5 直毘神
「どうじゃ。何か要望はあるか?」
「……本当に、何を言ってもいいんですか?」
「もちろんじゃ。神の力にも限度があるがな。それでも普通の人間には到底叶わぬようなことは出来る」
「じゃあ、火を吐いたり、雷を操ったり、雨を降らせたりしてください」
高斗がそう言った瞬間、直毘に頭をはたかれてしまった。
相変わらず痛みはないが。それでも人に叩かれるということはあまり気分のいいものではない。
「いた……くはないけど、何するんだよ!」
「アホかおぬしは!」
直毘は目尻を上げながら怒っていた。
「そんなことできるか! おぬしは神を何だと思うておるのじゃ!」
まるで心外だと言わんばかりの態度に、高斗は一瞬面食らってしまった。
「で……でも。さっき何でも言えって……」
「神の力には限度があるとも言った。おぬし、神を怪物か何かと勘違いしておるのではないか?」
「い……いやあ。そんなことはないけど」
実はそう思っていた高斗は慌てて首を振った。
そして改めて尋ねた。
「じゃあ、どんなことならできるんですか?」
「そうじゃな。では、こういうのはどうじゃ?」
「へ?」
高斗はその光景を見て、口から心臓が飛び出そうなくらい驚いた。
直毘はふうっと一息ついて体の力を抜いた。それと同時に、足元が徐々に床から離れ、ついにはプカプカと浮き上がり始めた! いわゆる空中浮遊というやつだ。
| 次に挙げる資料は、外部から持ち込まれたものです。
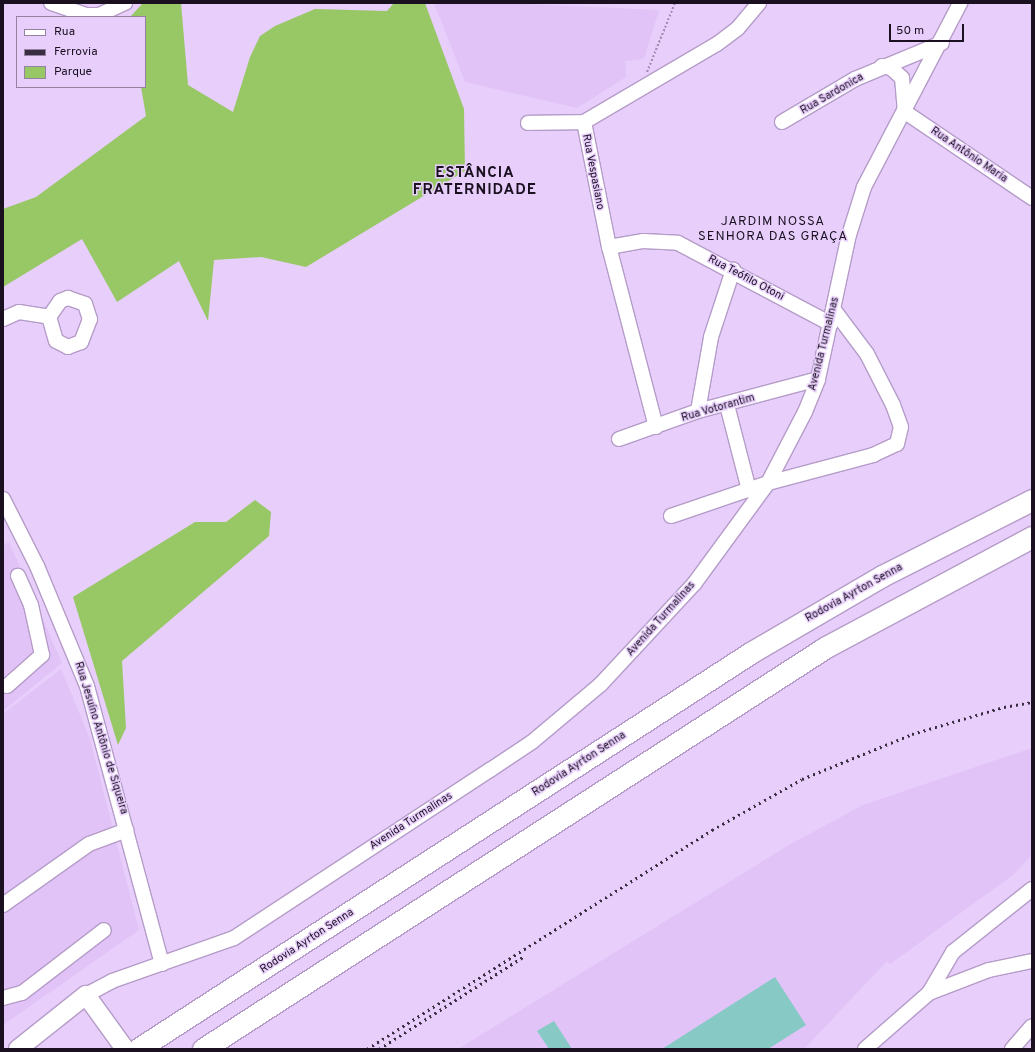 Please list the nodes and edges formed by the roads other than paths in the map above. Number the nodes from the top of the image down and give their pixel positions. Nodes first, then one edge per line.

直毘はそのまま高斗の頭の辺りまで浮かび上がりピースをした。高斗は開いた口がふさがらなかった。確かにこんなことは普通の人間にはできない。
直毘は浮遊したまま高斗に近づき、
「どうじゃ。こんなことがおぬしらにできるかの。これこそ、わらわが神である証拠ではないか」
「はあ……いや、でも……」
高斗が気になったのは、以前これと同じトリックを見た記憶があることだった。例えば、足元に透明な箱を置いたり、上から見えないピアノ線で吊り下げられていたり……。
「な……ない。どこにも……」
直毘の頭上を探ってみても、足元を丹念に見つめても、それらしき仕掛けは何にもなかった。
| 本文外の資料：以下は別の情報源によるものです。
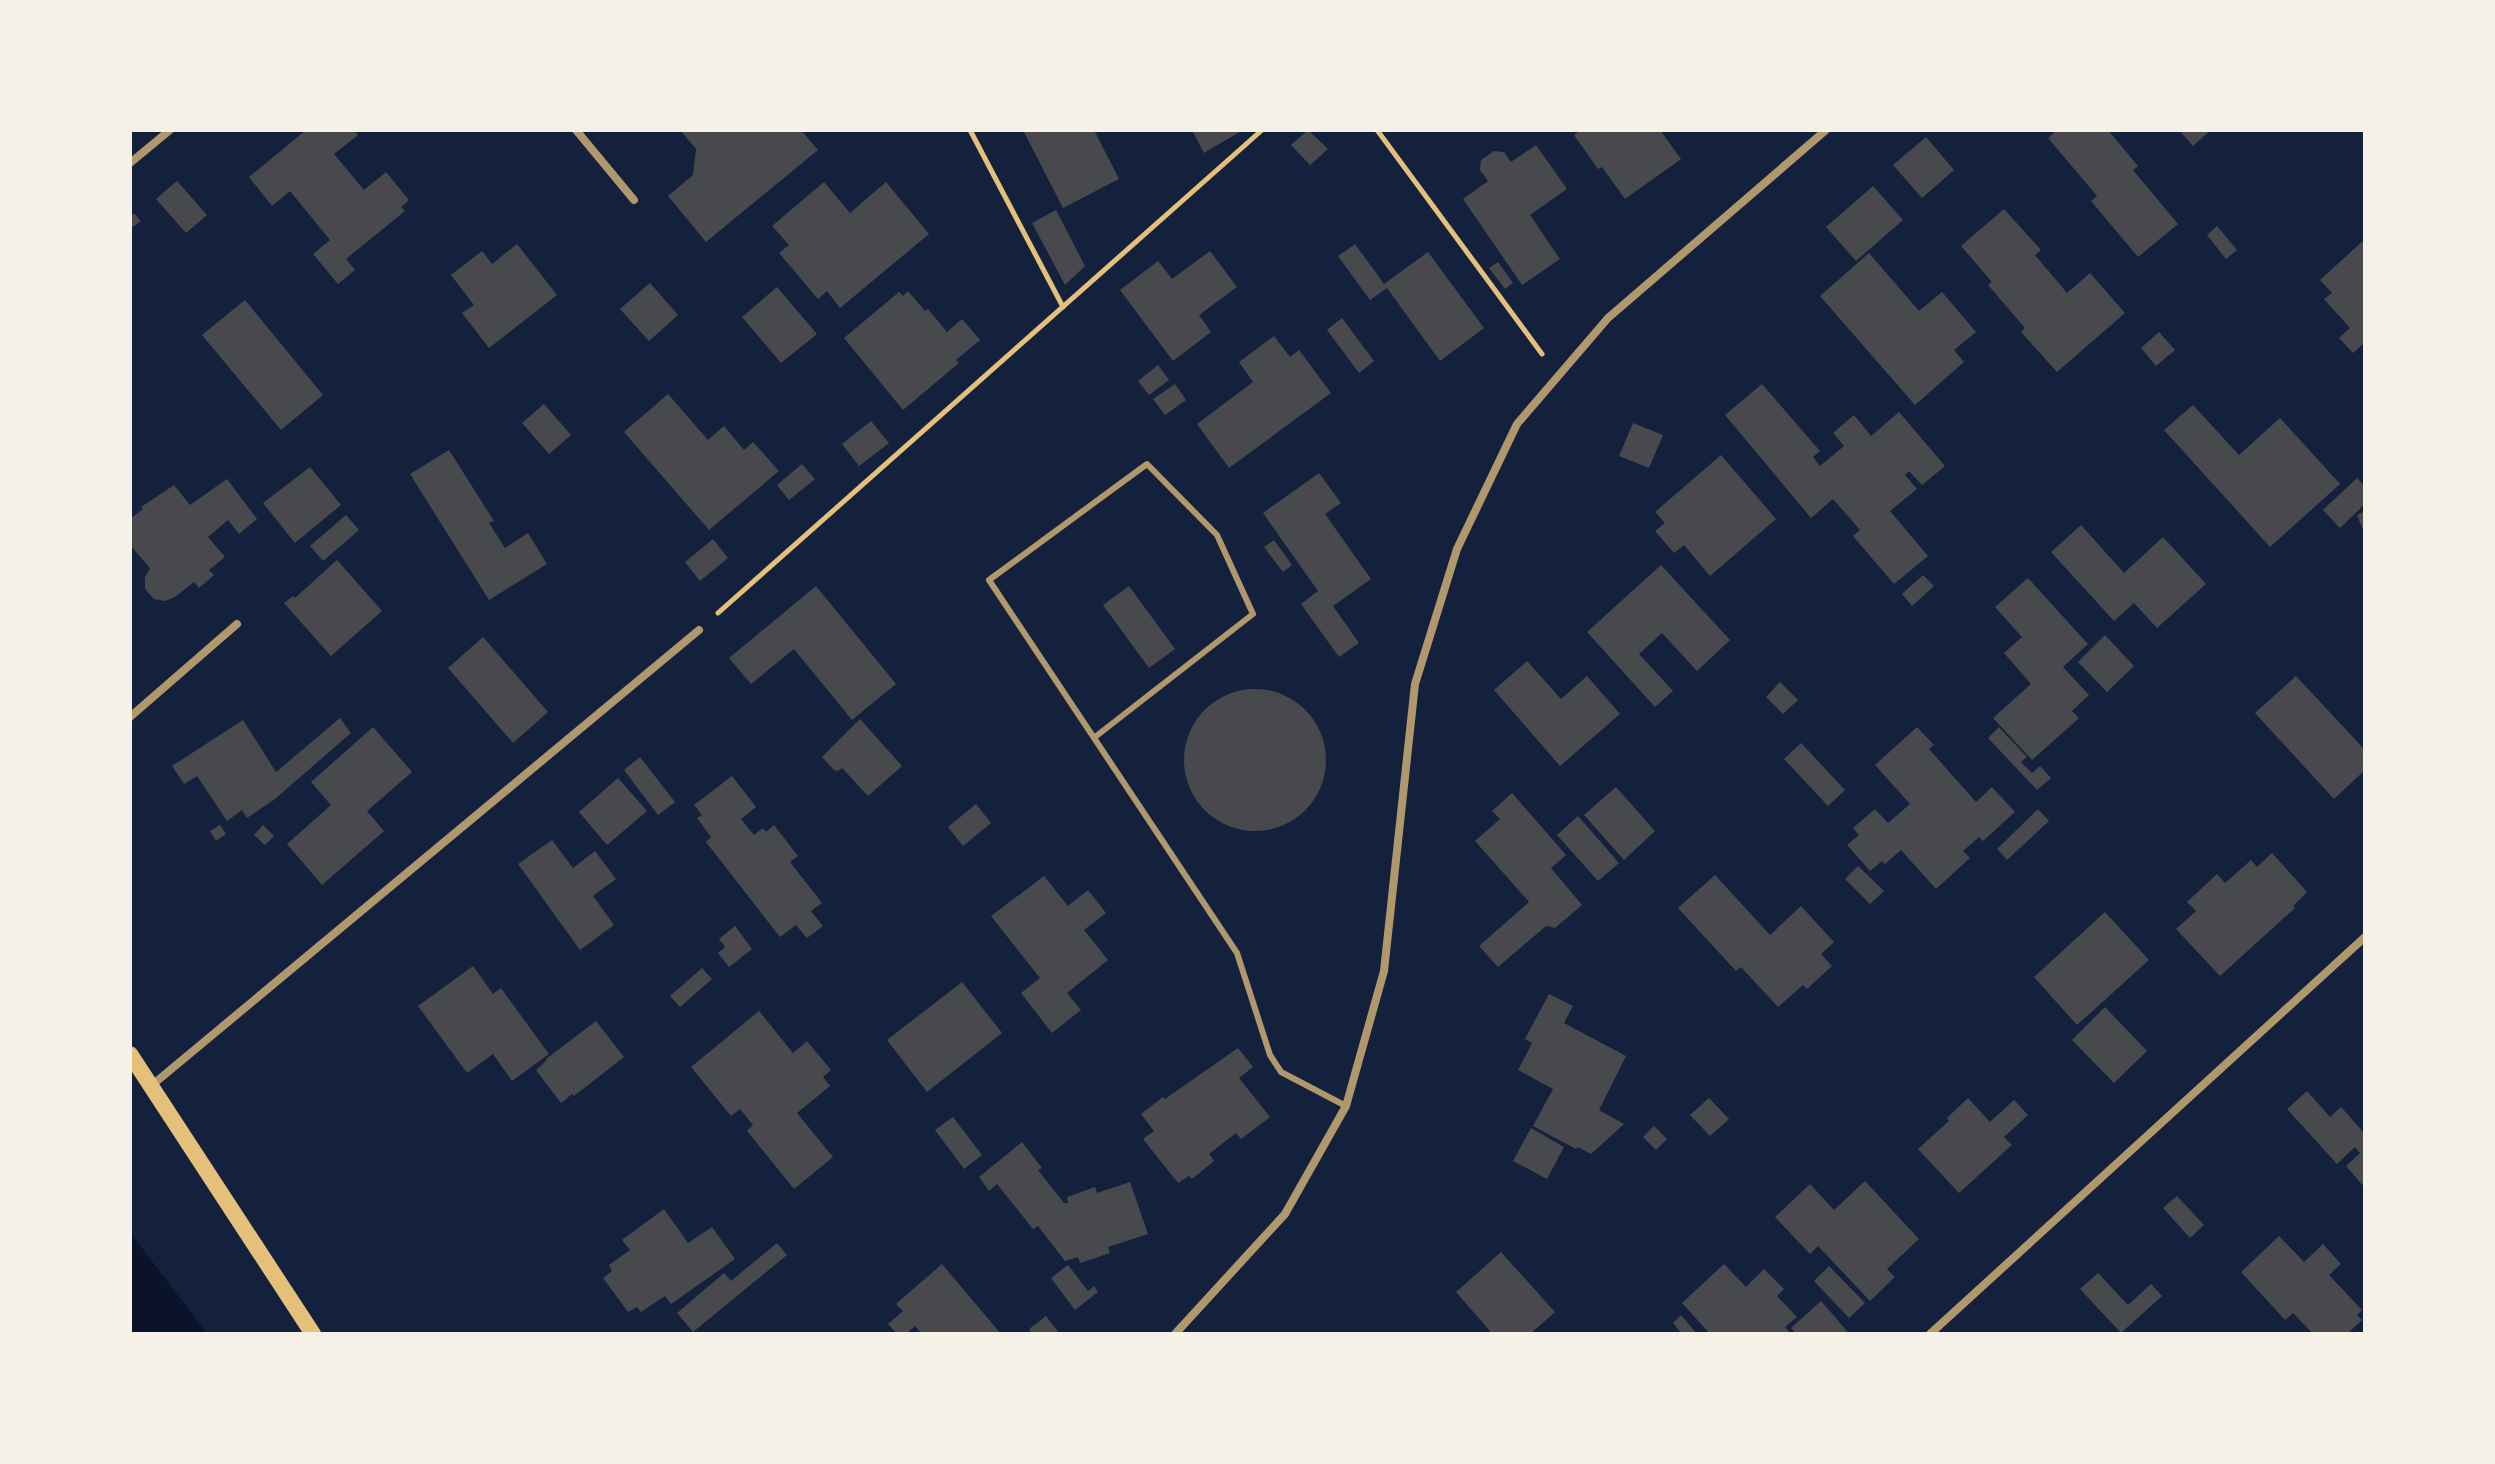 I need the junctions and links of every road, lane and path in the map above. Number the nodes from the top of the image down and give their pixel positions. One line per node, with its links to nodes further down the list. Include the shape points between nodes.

「ふはは。種が見つからぬということは、わらわは本物ということでよいな?」
「あ、はい……」
もはや頷くことしか出来なかった。高斗は自分で直毘を本物の神だということを認めたのだった。それでもいくつかの疑問は残っていたが。もういちいち細かいことを気にするのは止めることにした。